After years of decline the once proud city of Detroit has finally hit bottom as the city filed the largest municipal bankruptcy in the nation's history on Thursday, according to the Washington Post.

When Detroit was the hub of the country's auto industry it was booming with a population close to 1.8 million people, after years of people moving to the suburbs combined with jobs leaving town Detroit has been struggling to maintain a population of 700,000. As the people and the businesses left the motor city so did their tax dollars leaving the city with an astounding $19 billion worth of debt, the Washington Post reports.

Kevyn Orr, Detroit's emergency manner, had been attempting to make a deal with creditors that would allow the city to pay back at least some of its massive debt without filing for bankruptcy. Unable to strike a deal the city was left with no other choice.

"The fiscal realities confronting Detroit have been ignored for too long," Gov. Rick Snyder said. "I'm making this tough decision so the people of Detroit will have the basic services they deserve and so we can start to put Detroit on a solid financial footing that will allow it to grow and prosper in the future. This is a difficult step, but the only viable option to address a problem that has been six decades in the making."

Earlier in the week Detroit's two pension funds sued in an effort to have the bankruptcy claim blocked as they fear that Orr will almost completely eliminate retiree benefits in the restructuring. The two funds are owed $9.2 billion, according to the Detroit Free Press.

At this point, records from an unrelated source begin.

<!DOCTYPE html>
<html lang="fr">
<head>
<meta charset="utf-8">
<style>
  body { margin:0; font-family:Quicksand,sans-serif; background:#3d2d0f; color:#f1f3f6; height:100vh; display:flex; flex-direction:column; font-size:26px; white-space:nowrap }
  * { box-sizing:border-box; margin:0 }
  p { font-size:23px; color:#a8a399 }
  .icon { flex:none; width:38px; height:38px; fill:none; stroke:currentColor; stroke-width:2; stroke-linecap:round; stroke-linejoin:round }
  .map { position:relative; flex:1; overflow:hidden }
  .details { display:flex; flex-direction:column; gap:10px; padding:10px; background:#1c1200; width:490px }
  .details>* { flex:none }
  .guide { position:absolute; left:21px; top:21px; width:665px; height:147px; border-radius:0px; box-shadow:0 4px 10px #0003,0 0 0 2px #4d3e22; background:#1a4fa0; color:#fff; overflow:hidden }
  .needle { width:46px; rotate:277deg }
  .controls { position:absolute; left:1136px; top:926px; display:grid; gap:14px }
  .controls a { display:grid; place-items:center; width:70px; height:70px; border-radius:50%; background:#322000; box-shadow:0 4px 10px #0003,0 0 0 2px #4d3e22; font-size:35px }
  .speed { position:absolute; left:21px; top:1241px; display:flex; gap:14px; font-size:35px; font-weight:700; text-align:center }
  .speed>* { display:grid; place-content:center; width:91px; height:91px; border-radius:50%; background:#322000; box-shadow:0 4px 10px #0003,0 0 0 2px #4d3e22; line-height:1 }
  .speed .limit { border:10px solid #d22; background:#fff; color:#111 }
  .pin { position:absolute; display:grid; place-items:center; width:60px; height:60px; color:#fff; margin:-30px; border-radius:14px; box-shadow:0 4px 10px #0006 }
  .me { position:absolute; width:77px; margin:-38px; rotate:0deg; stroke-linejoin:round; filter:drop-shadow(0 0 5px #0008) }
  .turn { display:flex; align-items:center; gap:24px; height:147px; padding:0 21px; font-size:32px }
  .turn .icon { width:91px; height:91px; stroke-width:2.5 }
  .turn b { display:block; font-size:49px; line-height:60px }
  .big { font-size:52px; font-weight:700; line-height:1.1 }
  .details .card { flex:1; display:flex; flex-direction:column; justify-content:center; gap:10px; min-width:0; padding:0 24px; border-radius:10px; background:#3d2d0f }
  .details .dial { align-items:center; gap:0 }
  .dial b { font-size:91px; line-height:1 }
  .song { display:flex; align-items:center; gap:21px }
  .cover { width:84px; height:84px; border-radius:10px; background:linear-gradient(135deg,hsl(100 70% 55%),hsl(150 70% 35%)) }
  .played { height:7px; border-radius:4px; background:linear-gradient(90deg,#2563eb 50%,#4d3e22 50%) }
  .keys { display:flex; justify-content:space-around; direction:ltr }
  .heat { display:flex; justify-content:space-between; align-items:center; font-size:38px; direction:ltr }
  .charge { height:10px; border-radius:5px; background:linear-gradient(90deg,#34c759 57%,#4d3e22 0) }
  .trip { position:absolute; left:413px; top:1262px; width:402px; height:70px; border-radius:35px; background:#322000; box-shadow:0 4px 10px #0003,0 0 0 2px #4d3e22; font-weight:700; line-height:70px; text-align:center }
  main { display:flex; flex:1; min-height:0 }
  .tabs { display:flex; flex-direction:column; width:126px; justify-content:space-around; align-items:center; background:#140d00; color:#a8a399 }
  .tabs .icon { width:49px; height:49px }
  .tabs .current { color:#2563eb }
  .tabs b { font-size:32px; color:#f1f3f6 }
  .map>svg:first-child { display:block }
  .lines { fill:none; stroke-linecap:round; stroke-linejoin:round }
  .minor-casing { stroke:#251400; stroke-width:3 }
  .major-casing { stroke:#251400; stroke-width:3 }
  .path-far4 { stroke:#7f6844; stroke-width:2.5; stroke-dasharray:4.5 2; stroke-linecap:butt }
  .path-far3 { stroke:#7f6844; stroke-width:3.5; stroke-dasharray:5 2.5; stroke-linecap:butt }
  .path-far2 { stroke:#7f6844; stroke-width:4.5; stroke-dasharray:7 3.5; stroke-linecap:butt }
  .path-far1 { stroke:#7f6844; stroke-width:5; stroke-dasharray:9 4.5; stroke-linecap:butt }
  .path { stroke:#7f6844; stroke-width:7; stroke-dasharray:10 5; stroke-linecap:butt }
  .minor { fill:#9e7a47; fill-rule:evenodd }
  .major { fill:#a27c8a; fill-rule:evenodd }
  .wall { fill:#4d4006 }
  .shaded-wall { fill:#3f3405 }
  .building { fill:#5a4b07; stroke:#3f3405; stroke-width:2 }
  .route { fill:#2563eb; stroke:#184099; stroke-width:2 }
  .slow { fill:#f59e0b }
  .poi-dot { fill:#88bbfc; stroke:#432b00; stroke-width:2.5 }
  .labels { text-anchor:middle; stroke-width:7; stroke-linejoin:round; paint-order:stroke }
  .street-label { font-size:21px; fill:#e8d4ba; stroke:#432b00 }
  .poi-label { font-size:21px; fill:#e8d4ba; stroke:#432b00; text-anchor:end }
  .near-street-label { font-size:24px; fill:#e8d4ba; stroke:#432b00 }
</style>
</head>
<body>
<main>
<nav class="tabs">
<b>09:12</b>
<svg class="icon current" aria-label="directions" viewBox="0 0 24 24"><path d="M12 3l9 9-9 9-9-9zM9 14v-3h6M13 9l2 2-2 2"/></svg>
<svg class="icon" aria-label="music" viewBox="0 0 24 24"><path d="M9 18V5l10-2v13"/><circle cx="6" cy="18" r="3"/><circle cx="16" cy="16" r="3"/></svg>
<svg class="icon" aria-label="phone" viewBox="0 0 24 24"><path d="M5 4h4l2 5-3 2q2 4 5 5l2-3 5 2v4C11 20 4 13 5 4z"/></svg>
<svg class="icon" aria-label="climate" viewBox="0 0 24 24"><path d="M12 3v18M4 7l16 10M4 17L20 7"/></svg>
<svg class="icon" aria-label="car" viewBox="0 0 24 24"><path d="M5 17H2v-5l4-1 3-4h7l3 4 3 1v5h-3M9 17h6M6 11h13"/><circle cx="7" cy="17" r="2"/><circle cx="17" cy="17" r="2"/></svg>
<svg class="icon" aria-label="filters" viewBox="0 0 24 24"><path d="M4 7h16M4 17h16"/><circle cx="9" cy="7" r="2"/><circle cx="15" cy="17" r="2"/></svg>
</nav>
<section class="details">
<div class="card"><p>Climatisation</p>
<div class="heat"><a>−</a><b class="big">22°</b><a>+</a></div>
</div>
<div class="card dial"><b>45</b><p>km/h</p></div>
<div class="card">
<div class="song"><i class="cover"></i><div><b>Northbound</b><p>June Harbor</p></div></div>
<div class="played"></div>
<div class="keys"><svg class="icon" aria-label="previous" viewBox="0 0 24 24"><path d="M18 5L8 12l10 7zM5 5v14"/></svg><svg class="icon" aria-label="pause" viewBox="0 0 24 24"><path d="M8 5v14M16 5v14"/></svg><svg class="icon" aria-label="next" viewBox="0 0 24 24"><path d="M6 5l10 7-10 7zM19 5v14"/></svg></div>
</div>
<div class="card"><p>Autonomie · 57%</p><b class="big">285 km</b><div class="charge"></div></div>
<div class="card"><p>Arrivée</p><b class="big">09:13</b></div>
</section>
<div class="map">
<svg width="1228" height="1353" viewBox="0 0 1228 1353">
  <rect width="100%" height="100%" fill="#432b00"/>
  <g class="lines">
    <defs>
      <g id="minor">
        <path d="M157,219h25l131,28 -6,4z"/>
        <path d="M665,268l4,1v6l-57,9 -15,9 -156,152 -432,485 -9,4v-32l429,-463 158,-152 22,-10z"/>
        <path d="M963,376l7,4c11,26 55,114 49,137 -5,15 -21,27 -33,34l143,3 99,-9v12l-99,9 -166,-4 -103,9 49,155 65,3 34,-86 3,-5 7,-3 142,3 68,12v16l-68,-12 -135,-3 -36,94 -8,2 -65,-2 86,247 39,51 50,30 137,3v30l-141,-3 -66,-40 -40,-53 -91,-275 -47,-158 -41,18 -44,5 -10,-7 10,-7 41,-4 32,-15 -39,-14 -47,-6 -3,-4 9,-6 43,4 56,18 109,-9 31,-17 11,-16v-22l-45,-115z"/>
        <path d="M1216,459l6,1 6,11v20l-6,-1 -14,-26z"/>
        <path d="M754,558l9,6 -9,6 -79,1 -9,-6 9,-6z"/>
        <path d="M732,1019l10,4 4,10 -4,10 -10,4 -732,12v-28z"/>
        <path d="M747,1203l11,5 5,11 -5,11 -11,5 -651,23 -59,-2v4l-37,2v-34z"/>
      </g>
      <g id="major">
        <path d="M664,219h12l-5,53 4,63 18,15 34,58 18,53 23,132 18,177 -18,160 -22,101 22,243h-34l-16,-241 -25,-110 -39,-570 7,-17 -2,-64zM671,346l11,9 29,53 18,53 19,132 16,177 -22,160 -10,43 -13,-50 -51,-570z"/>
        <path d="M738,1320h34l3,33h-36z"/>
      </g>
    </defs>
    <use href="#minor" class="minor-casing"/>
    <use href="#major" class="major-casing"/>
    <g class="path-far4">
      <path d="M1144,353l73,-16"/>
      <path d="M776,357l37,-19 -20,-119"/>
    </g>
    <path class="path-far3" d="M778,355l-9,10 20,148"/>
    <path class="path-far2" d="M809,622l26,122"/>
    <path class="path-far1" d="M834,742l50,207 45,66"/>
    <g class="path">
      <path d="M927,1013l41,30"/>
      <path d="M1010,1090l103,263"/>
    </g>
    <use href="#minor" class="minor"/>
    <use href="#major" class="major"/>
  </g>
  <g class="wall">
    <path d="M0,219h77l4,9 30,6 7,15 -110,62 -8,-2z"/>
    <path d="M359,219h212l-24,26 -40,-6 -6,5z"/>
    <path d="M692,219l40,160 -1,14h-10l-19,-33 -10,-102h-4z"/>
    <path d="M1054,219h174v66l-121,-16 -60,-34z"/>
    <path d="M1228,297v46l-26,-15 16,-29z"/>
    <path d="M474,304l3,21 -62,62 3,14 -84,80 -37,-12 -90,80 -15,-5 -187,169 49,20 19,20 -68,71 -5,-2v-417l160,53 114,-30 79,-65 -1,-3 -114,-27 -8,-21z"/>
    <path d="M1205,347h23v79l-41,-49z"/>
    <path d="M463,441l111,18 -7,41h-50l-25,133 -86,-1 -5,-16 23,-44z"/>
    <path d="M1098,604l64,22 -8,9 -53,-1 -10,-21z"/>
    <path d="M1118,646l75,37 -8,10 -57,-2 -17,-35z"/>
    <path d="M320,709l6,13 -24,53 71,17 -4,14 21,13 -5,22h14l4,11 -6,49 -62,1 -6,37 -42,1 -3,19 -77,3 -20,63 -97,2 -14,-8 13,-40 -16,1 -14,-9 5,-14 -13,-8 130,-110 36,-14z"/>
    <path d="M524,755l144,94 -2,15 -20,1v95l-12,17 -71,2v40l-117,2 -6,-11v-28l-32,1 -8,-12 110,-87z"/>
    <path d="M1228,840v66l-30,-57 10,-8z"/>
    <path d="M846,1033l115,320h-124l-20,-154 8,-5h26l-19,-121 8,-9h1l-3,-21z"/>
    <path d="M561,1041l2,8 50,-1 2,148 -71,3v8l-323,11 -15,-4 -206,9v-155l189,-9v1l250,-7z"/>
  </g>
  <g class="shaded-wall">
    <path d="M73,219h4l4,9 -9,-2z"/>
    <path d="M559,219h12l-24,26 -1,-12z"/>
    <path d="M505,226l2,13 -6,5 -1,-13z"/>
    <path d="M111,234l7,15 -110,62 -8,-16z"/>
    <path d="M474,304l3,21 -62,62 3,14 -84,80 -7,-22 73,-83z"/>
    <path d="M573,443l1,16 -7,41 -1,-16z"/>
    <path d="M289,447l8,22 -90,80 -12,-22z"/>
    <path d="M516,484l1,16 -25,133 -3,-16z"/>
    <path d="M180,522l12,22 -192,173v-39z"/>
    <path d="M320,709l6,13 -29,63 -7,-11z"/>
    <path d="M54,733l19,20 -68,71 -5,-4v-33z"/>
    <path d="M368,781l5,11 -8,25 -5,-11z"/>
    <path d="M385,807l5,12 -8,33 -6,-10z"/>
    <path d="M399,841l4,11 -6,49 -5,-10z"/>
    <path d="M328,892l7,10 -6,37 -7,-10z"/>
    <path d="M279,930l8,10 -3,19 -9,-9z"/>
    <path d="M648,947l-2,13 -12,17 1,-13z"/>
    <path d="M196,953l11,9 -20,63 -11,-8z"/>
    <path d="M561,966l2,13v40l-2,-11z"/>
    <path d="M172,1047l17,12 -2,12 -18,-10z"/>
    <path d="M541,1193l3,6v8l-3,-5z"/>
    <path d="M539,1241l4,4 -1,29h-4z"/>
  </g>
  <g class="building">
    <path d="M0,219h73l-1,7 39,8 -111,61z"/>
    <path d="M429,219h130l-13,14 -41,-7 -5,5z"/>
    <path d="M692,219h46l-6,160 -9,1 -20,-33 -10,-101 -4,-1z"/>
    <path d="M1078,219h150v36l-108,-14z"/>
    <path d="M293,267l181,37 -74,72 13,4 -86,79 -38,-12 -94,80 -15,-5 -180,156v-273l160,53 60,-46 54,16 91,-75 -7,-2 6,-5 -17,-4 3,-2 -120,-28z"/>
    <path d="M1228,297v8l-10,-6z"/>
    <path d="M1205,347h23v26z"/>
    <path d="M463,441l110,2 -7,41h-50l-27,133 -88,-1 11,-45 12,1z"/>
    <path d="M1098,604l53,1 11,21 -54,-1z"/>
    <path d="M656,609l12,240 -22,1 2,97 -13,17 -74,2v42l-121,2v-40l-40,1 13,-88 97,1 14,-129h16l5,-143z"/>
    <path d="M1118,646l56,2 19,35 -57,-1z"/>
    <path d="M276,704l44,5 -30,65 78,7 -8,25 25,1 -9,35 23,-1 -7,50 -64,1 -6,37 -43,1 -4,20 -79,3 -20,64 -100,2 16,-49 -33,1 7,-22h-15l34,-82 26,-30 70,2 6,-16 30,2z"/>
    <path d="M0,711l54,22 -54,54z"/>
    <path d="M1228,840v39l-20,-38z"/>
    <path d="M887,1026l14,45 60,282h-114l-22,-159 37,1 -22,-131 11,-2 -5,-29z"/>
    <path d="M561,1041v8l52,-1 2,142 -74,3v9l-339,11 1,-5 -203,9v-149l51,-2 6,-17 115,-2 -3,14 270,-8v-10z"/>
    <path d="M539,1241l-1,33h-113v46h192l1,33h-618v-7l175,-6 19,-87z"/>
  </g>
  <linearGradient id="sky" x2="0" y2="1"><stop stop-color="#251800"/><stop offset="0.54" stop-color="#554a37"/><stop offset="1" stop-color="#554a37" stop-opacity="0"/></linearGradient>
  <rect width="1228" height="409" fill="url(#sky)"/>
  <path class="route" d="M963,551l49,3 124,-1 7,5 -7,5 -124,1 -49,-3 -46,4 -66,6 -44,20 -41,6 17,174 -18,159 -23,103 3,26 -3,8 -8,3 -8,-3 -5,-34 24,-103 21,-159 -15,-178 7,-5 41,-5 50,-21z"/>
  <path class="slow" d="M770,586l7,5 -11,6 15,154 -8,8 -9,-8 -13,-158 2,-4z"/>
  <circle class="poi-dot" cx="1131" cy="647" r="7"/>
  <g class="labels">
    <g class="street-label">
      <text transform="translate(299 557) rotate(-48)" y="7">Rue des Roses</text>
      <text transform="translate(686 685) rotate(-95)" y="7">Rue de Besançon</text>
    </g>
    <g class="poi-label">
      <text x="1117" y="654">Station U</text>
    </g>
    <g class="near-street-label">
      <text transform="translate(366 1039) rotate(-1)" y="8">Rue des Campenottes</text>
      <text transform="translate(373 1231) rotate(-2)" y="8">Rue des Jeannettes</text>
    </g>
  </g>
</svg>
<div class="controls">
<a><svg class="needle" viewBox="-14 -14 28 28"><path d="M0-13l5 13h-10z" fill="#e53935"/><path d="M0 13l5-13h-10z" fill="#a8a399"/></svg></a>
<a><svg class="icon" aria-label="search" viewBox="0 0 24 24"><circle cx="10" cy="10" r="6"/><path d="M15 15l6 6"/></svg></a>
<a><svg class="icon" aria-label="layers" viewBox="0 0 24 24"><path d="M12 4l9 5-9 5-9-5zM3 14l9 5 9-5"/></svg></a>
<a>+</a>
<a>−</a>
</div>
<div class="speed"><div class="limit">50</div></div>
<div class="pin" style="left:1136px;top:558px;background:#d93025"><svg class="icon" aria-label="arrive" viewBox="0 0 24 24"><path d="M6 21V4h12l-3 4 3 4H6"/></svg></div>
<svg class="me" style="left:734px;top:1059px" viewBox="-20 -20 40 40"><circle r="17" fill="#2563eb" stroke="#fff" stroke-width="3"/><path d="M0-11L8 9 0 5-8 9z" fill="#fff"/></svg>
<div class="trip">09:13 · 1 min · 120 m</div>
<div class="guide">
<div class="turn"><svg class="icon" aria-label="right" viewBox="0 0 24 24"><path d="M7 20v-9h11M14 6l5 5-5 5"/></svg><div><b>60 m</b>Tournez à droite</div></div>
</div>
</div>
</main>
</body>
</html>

"Pension boards, insurers, it's clear that if you're suing us, your response is 'no,'" Bill Nowling, a spokesman for Orr's office, said. "We still have other creditors we continue to have meetings with, other stakeholders who are trying to find a solution here, because they recognize that, at the end of the day, we have to have a city that can provide basic services to its 700,000 residents."

City Council President Pro Tem Andre Spivey reassured citizens that, for now, the services they count on from the city will continue to exist.

"City services we provide will not be shut down," Spivey told the Detroit Free Press. "We'll still be providing services, but the challenge is where we're going to get to as we go through the bankruptcy process."